The English discipline centers on literature, which is absolutely wonderful for those who enjoy reading, analyzing, and connecting books, but Interdisciplinarity refers to an argument against the need for such studies: Why does anyone need an English department when they can read literature on their own time? As stated by Moran, the problem with trying to legitimize the study of English is that “English…is generally accessible to those working outside the discipline in a way that, say, particle physics or differential equations are not” (19). On one hand, I find it hard to argue with this reasoning. Couldn’t an interested reader pick up any of the pieces of literature we’re studying in class this semester without having to go through the trouble of writing essays and worrying about grades? Why is this course necessary to my education?

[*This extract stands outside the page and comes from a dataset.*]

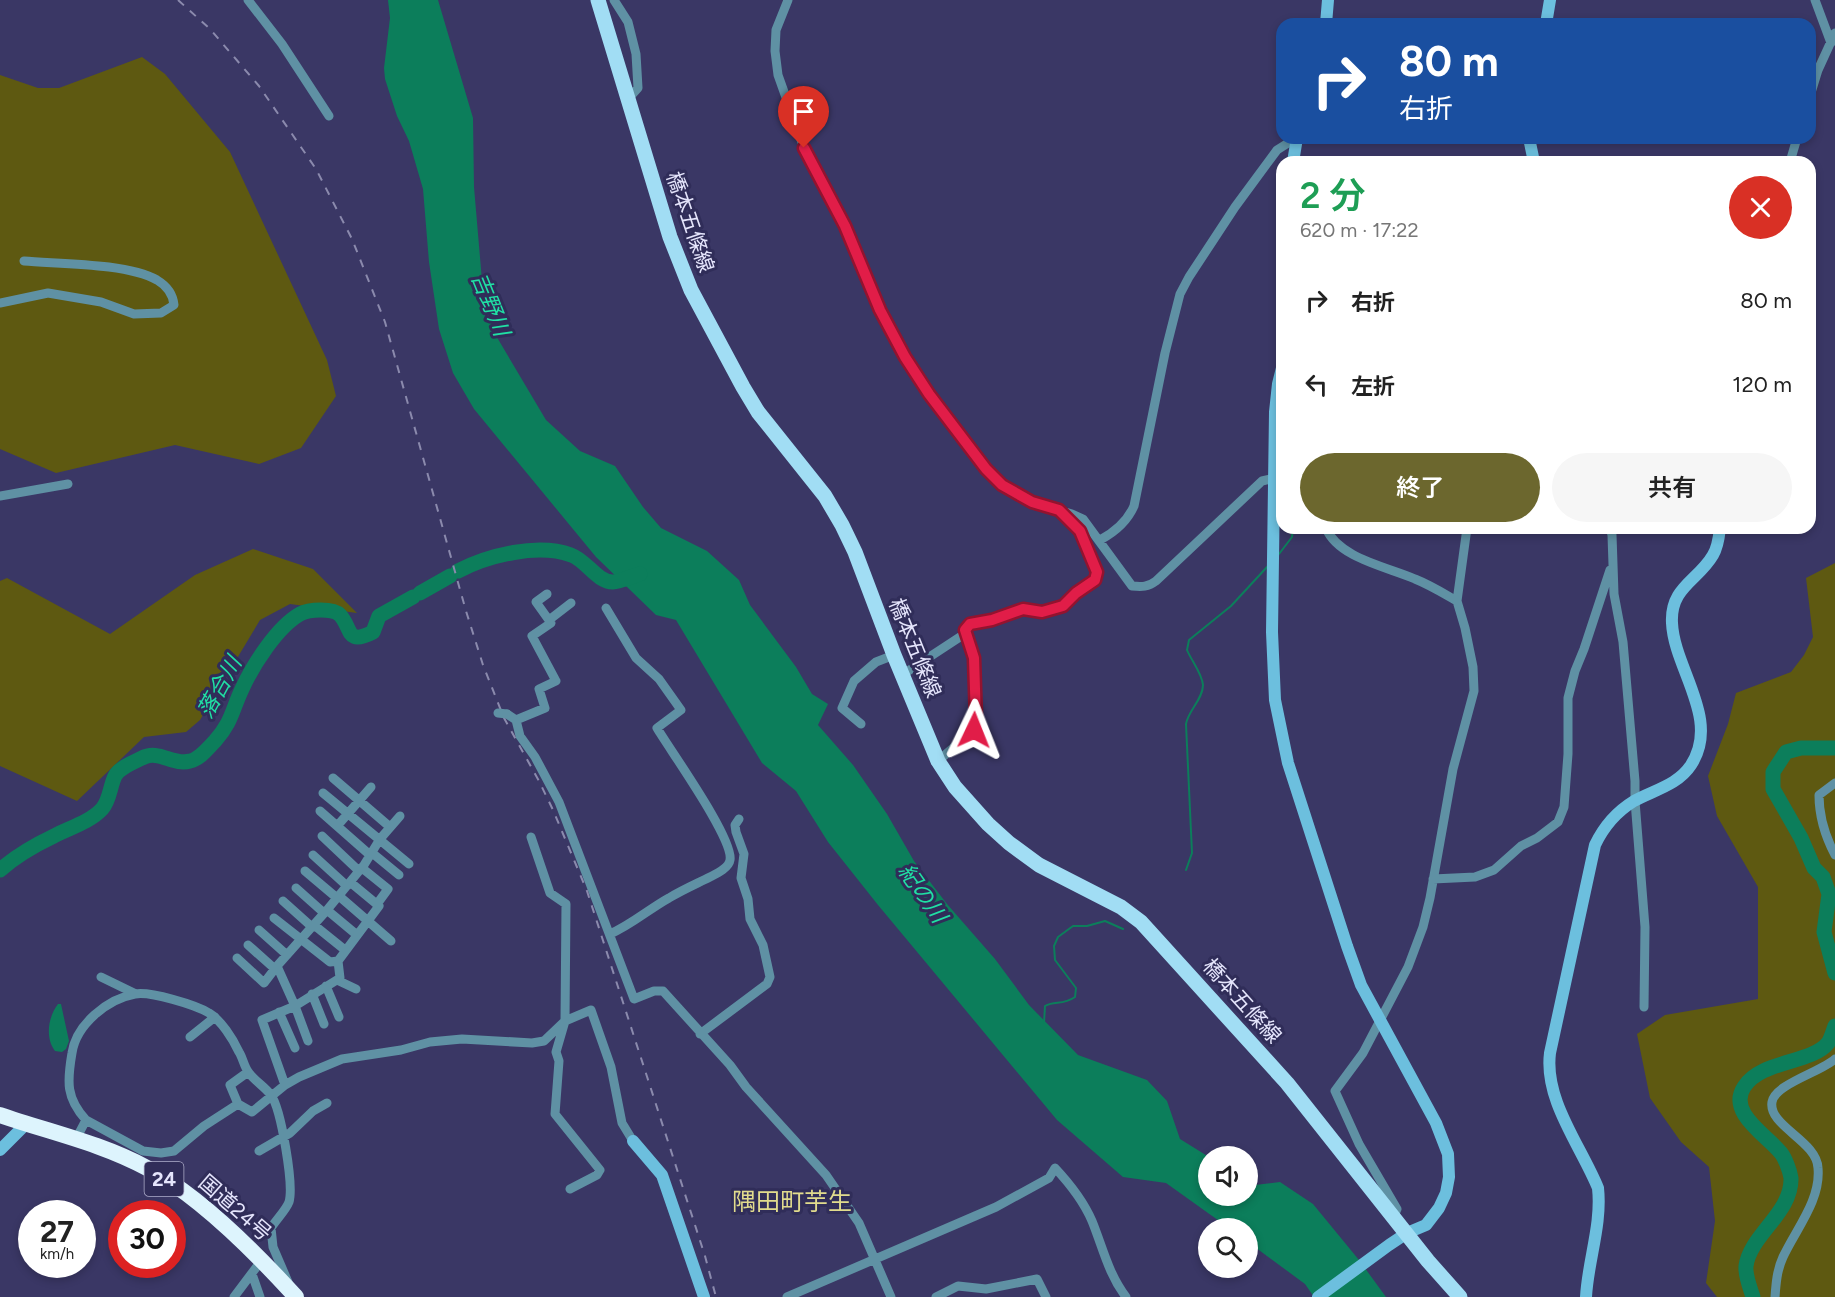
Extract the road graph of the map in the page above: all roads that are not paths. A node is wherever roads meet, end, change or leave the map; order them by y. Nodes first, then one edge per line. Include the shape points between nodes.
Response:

To try to find an answer to this question, I thought back to my experiences in English classes so far. When reading a piece of literature, there is always one thing that is seen as vital – beyond writing essays, answering quiz questions, etc. – and that is discussion with the group. In high school, this was often led by the teacher who assigned the book. If I was to pick up Romeo and Juliet at the age of fourteen instead of being prompted by a teacher to think deeply about it in a freshman English class, for instance, I would have missed many of the themes and nuances that make Shakespeare’s text an important and influential work. In Reader and Text, this element of discussion is even more beneficial to reading literature because the students as well as the professor are able to actively contribute their unique perspectives (for everyone is at a higher level than we were in high school, and we are usually willfully attending the class). When talking about books with other people who are interested in literary studies, it is much easier to not only understand the text in question, but to see it in a variety of viewpoints. The interpretations that my peers make are sometimes wildly different from my own, which helps me broaden my own thoughts about a book.
This is why we need English departments, and why the study of English is not completely accessible to all; having a group of learned people to support you as you try to read a piece of literature is undeniably valuable. Just as it’s difficult to grasp concepts about “particle physics,” to refer back to Moran’s words, without the explanation of experts and guided learning, it’s hard to understand how literature might have an impact on oneself, society, history, or other texts without being exposed to the thoughts of peers and professors.